Stored data
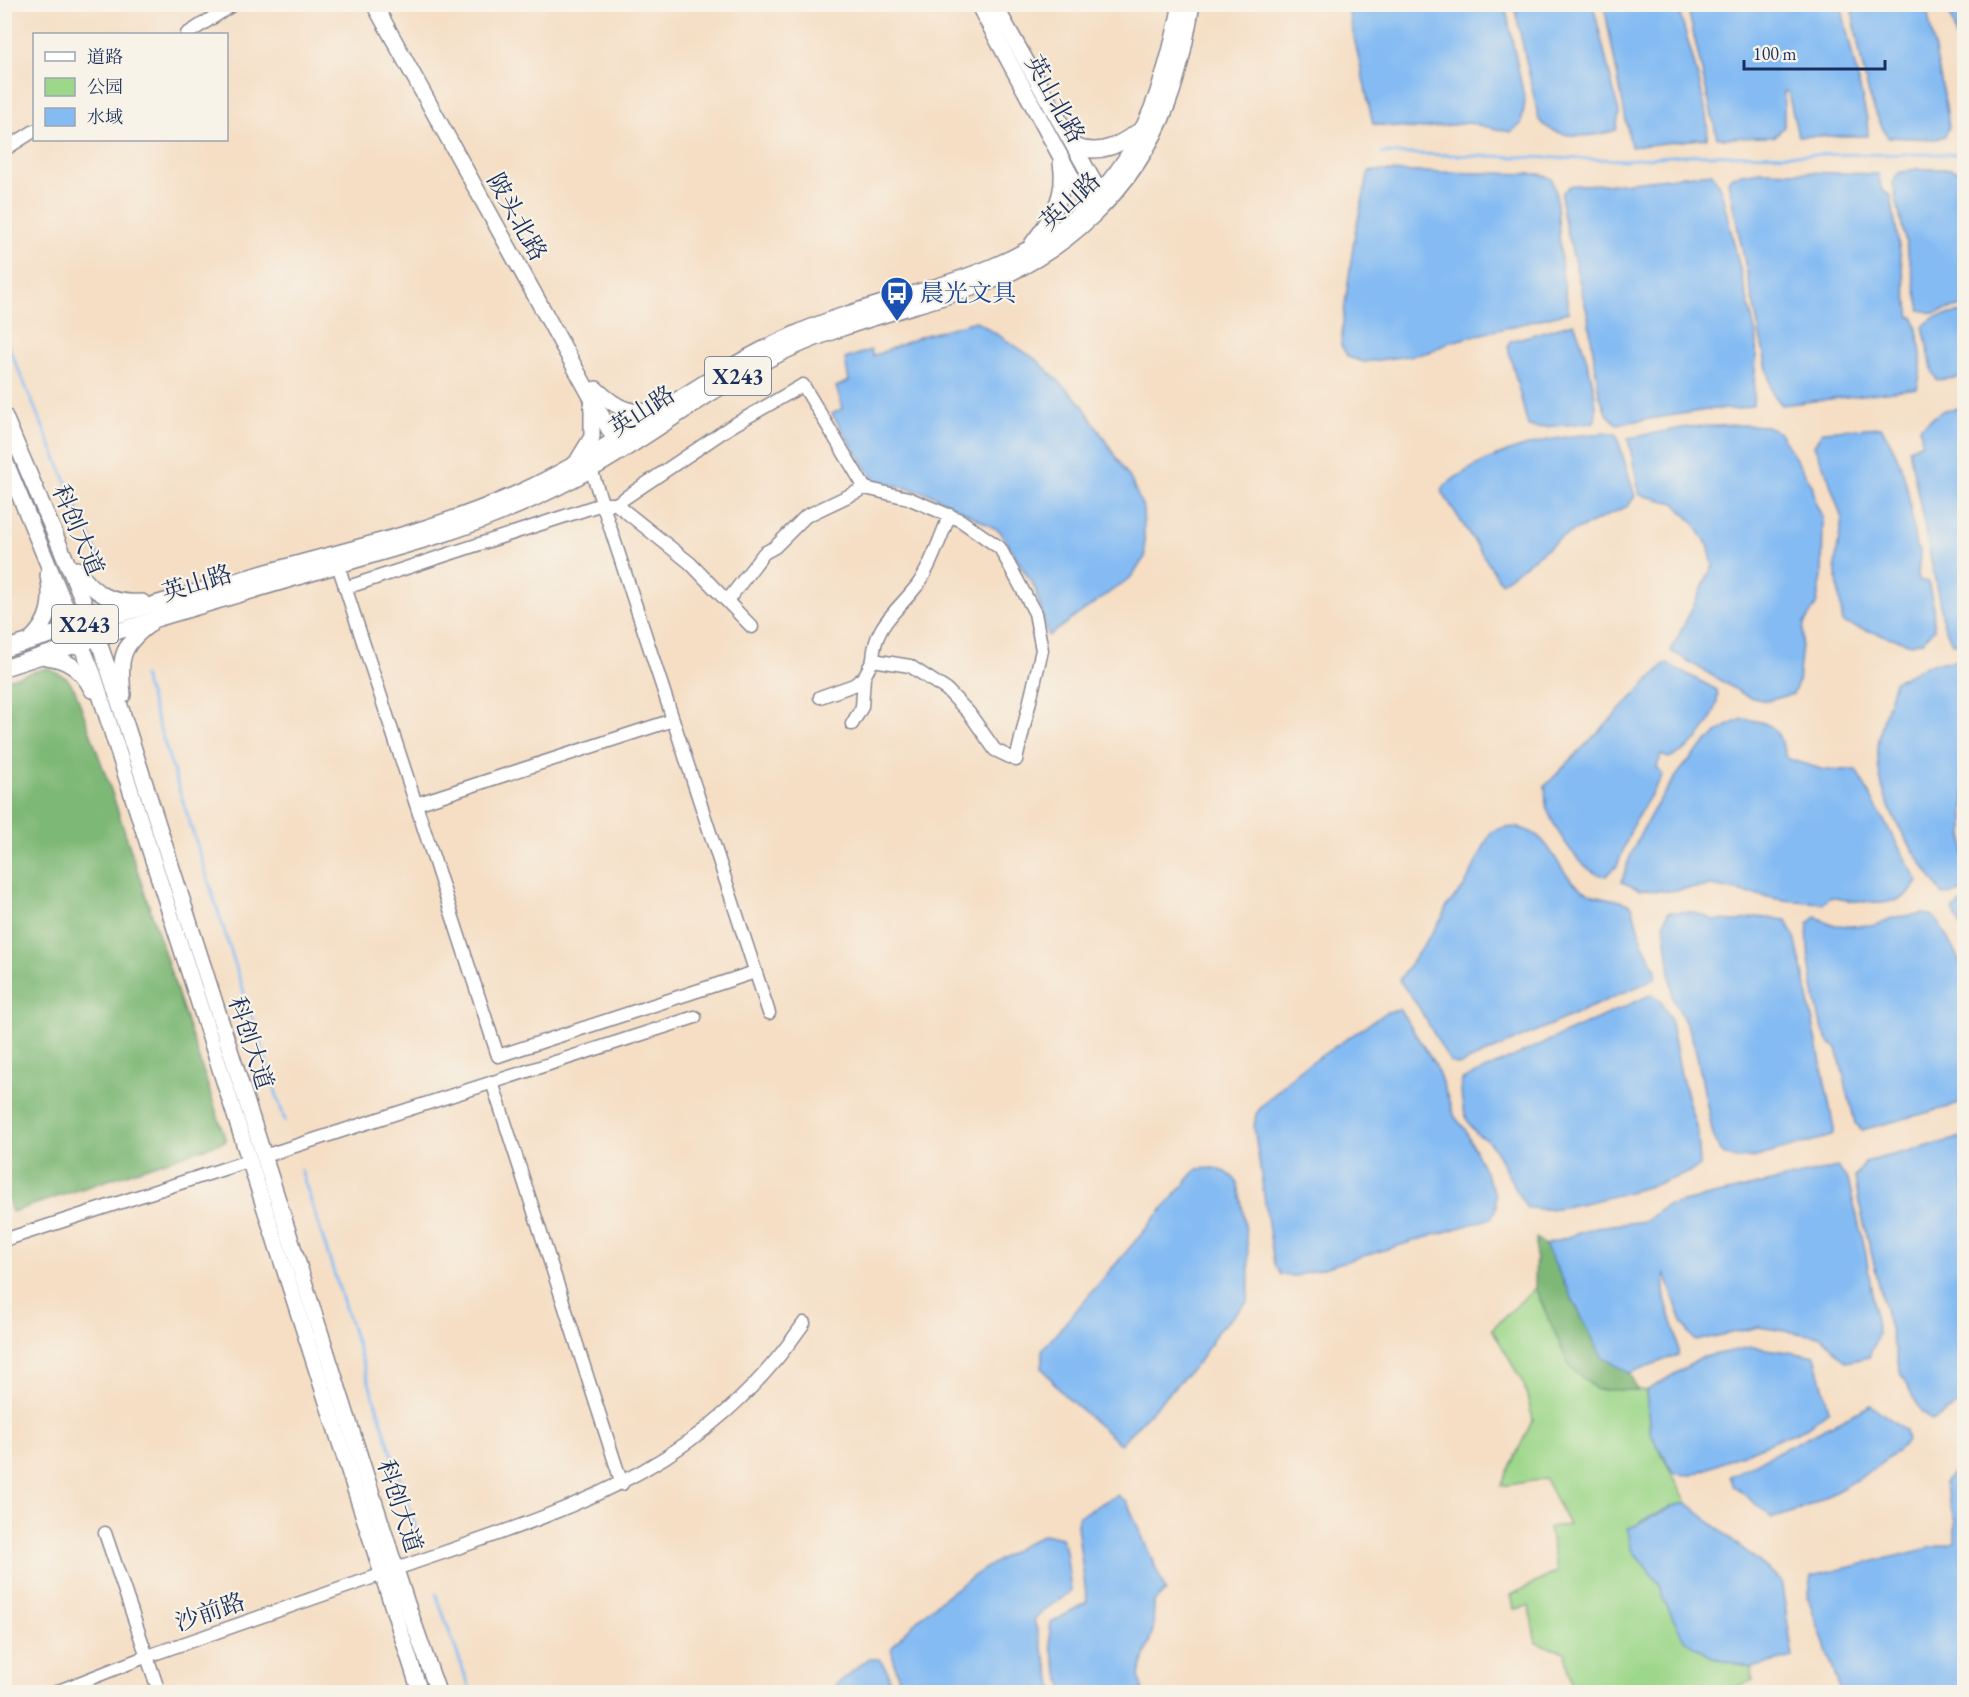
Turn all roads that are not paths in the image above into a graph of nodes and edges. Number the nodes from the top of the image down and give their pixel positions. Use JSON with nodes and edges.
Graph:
{"nodes":[{"id":1,"x":234,"y":4,"type":"edge"},
{"id":2,"x":374,"y":4,"type":"edge"},
{"id":3,"x":383,"y":4,"type":"edge"},
{"id":4,"x":978,"y":4,"type":"edge"},
{"id":5,"x":994,"y":4,"type":"edge"},
{"id":6,"x":1181,"y":4,"type":"edge"},
{"id":7,"x":1192,"y":4,"type":"edge"},
{"id":8,"x":189,"y":33,"type":"edge"},
{"id":9,"x":1145,"y":128,"type":"junction"},
{"id":10,"x":33,"y":132,"type":"edge"},
{"id":11,"x":1074,"y":146,"type":"junction"},
{"id":12,"x":4,"y":150,"type":"edge"},
{"id":13,"x":1060,"y":154,"type":"junction"},
{"id":14,"x":1103,"y":197,"type":"junction"},
{"id":15,"x":1090,"y":210,"type":"junction"},
{"id":16,"x":1025,"y":253,"type":"junction"},
{"id":17,"x":593,"y":391,"type":"junction"},
{"id":18,"x":675,"y":403,"type":"junction"},
{"id":19,"x":4,"y":415,"type":"edge"},
{"id":20,"x":622,"y":444,"type":"junction"},
{"id":21,"x":4,"y":458,"type":"edge"},
{"id":22,"x":591,"y":469,"type":"junction"},
{"id":23,"x":566,"y":470,"type":"junction"},
{"id":24,"x":865,"y":488,"type":"junction"},
{"id":25,"x":602,"y":504,"type":"junction"},
{"id":26,"x":616,"y":504,"type":"junction"},
{"id":27,"x":950,"y":515,"type":"junction"},
{"id":28,"x":59,"y":543,"type":"junction"},
{"id":29,"x":43,"y":549,"type":"junction"},
{"id":30,"x":338,"y":565,"type":"junction"},
{"id":31,"x":345,"y":588,"type":"junction"},
{"id":32,"x":165,"y":600,"type":"junction"},
{"id":33,"x":728,"y":600,"type":"junction"},
{"id":34,"x":159,"y":618,"type":"junction"},
{"id":35,"x":92,"y":622,"type":"junction"},
{"id":36,"x":76,"y":627,"type":"junction"},
{"id":37,"x":752,"y":627,"type":"dead end"},
{"id":38,"x":98,"y":638,"type":"junction"},
{"id":39,"x":27,"y":642,"type":"junction"},
{"id":40,"x":82,"y":644,"type":"junction"},
{"id":41,"x":4,"y":649,"type":"edge"},
{"id":42,"x":40,"y":658,"type":"junction"},
{"id":43,"x":873,"y":660,"type":"junction"},
{"id":44,"x":4,"y":668,"type":"edge"},
{"id":45,"x":864,"y":676,"type":"junction"},
{"id":46,"x":820,"y":697,"type":"dead end"},
{"id":47,"x":673,"y":720,"type":"junction"},
{"id":48,"x":852,"y":724,"type":"dead end"},
{"id":49,"x":126,"y":725,"type":"junction"},
{"id":50,"x":110,"y":730,"type":"junction"},
{"id":51,"x":416,"y":804,"type":"junction"},
{"id":52,"x":755,"y":972,"type":"junction"},
{"id":53,"x":769,"y":1013,"type":"dead end"},
{"id":54,"x":694,"y":1017,"type":"dead end"},
{"id":55,"x":492,"y":1082,"type":"junction"},
{"id":56,"x":264,"y":1156,"type":"junction"},
{"id":57,"x":248,"y":1161,"type":"junction"},
{"id":58,"x":4,"y":1240,"type":"edge"},
{"id":59,"x":804,"y":1323,"type":"dead end"},
{"id":60,"x":622,"y":1484,"type":"junction"},
{"id":61,"x":105,"y":1533,"type":"dead end"},
{"id":62,"x":396,"y":1569,"type":"junction"},
{"id":63,"x":380,"y":1575,"type":"junction"},
{"id":64,"x":145,"y":1657,"type":"junction"},
{"id":65,"x":56,"y":1692,"type":"edge"},
{"id":66,"x":159,"y":1692,"type":"edge"},
{"id":67,"x":420,"y":1692,"type":"edge"},
{"id":68,"x":438,"y":1692,"type":"edge"}],
"edges":[{"from":1,"to":8,"type":"street"},
{"from":2,"to":17,"type":"main road","name":"陂头北路"},
{"from":3,"to":17,"type":"main road","name":"陂头北路"},
{"from":4,"to":13,"type":"main road","name":"英山北路"},
{"from":5,"to":11,"type":"main road","name":"英山北路"},
{"from":6,"to":9,"type":"main road","name":"英山路","number":"X243"},
{"from":7,"to":14,"type":"main road","name":"英山路","number":"X243"},
{"from":9,"to":11,"type":"main road"},
{"from":9,"to":14,"type":"main road","name":"英山路","number":"X243"},
{"from":10,"to":12,"type":"street"},
{"from":11,"to":14,"type":"main road","name":"英山北路"},
{"from":13,"to":15,"type":"main road","name":"英山北路"},
{"from":13,"to":16,"type":"main road"},
{"from":14,"to":15,"type":"main road","name":"英山路","number":"X243"},
{"from":15,"to":16,"type":"main road","name":"英山路","number":"X243"},
{"from":15,"to":20,"type":"main road","name":"英山路","number":"X243"},
{"from":16,"to":18,"type":"main road","name":"英山路","number":"X243"},
{"from":17,"to":18,"type":"main road"},
{"from":17,"to":20,"type":"main road","name":"陂头北路"},
{"from":17,"to":23,"type":"main road"},
{"from":18,"to":20,"type":"main road","name":"英山路","number":"X243"},
{"from":19,"to":28,"type":"main road","name":"科创大道"},
{"from":20,"to":22,"type":"main road","name":"英山路","number":"X243"},
{"from":20,"to":23,"type":"main road","name":"英山路","number":"X243"},
{"from":21,"to":29,"type":"main road","name":"科创大道"},
{"from":22,"to":25,"type":"street"},
{"from":22,"to":30,"type":"main road","name":"英山路","number":"X243"},
{"from":23,"to":32,"type":"main road","name":"英山路","number":"X243"},
{"from":24,"to":26,"type":"street"},
{"from":24,"to":27,"type":"street"},
{"from":24,"to":33,"type":"street"},
{"from":25,"to":26,"type":"street"},
{"from":25,"to":31,"type":"street"},
{"from":25,"to":47,"type":"street"},
{"from":26,"to":33,"type":"street"},
{"from":27,"to":43,"type":"street"},
{"from":27,"to":43,"type":"street"},
{"from":28,"to":32,"type":"main road"},
{"from":28,"to":35,"type":"main road","name":"科创大道"},
{"from":29,"to":36,"type":"main road","name":"科创大道"},
{"from":29,"to":39,"type":"main road"},
{"from":30,"to":31,"type":"street"},
{"from":30,"to":34,"type":"main road","name":"英山路","number":"X243"},
{"from":31,"to":51,"type":"street"},
{"from":32,"to":35,"type":"main road","name":"英山路","number":"X243"},
{"from":33,"to":37,"type":"street"},
{"from":34,"to":38,"type":"main road","name":"英山路","number":"X243"},
{"from":34,"to":49,"type":"main road"},
{"from":35,"to":36,"type":"main road","name":"英山路","number":"X243"},
{"from":35,"to":38,"type":"main road","name":"科创大道"},
{"from":36,"to":39,"type":"main road","name":"英山路","number":"X243"},
{"from":36,"to":40,"type":"main road","name":"科创大道"},
{"from":38,"to":40,"type":"main road","name":"英山路","number":"X243"},
{"from":38,"to":49,"type":"main road","name":"科创大道"},
{"from":39,"to":41,"type":"main road","name":"英山路","number":"X243"},
{"from":40,"to":42,"type":"main road","name":"英山路","number":"X243"},
{"from":40,"to":50,"type":"main road","name":"科创大道"},
{"from":42,"to":44,"type":"main road","name":"英山路","number":"X243"},
{"from":42,"to":50,"type":"main road"},
{"from":43,"to":45,"type":"street"},
{"from":45,"to":46,"type":"street"},
{"from":45,"to":48,"type":"street"},
{"from":47,"to":51,"type":"street"},
{"from":47,"to":52,"type":"street"},
{"from":49,"to":56,"type":"main road","name":"科创大道"},
{"from":50,"to":57,"type":"main road","name":"科创大道"},
{"from":51,"to":52,"type":"street"},
{"from":52,"to":53,"type":"street"},
{"from":54,"to":55,"type":"street"},
{"from":55,"to":56,"type":"street"},
{"from":55,"to":60,"type":"street"},
{"from":56,"to":62,"type":"main road","name":"科创大道"},
{"from":57,"to":58,"type":"street"},
{"from":57,"to":63,"type":"main road","name":"科创大道"},
{"from":59,"to":60,"type":"street"},
{"from":60,"to":62,"type":"street"},
{"from":61,"to":64,"type":"street"},
{"from":62,"to":68,"type":"main road","name":"科创大道"},
{"from":63,"to":64,"type":"street","name":"沙前路"},
{"from":63,"to":67,"type":"main road","name":"科创大道"},
{"from":64,"to":65,"type":"street","name":"沙前路"},
{"from":64,"to":66,"type":"street"}]}
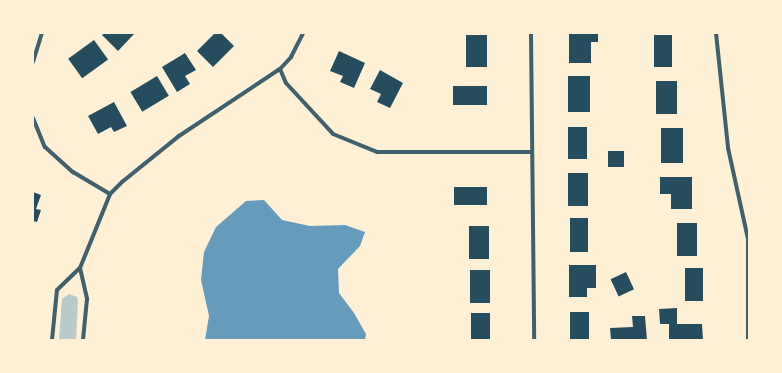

**WORK REQUIRED**.
Going through the records above, count the lines that hold "nodes" and answer with the count alone.

**TASK RESPONSE**.
2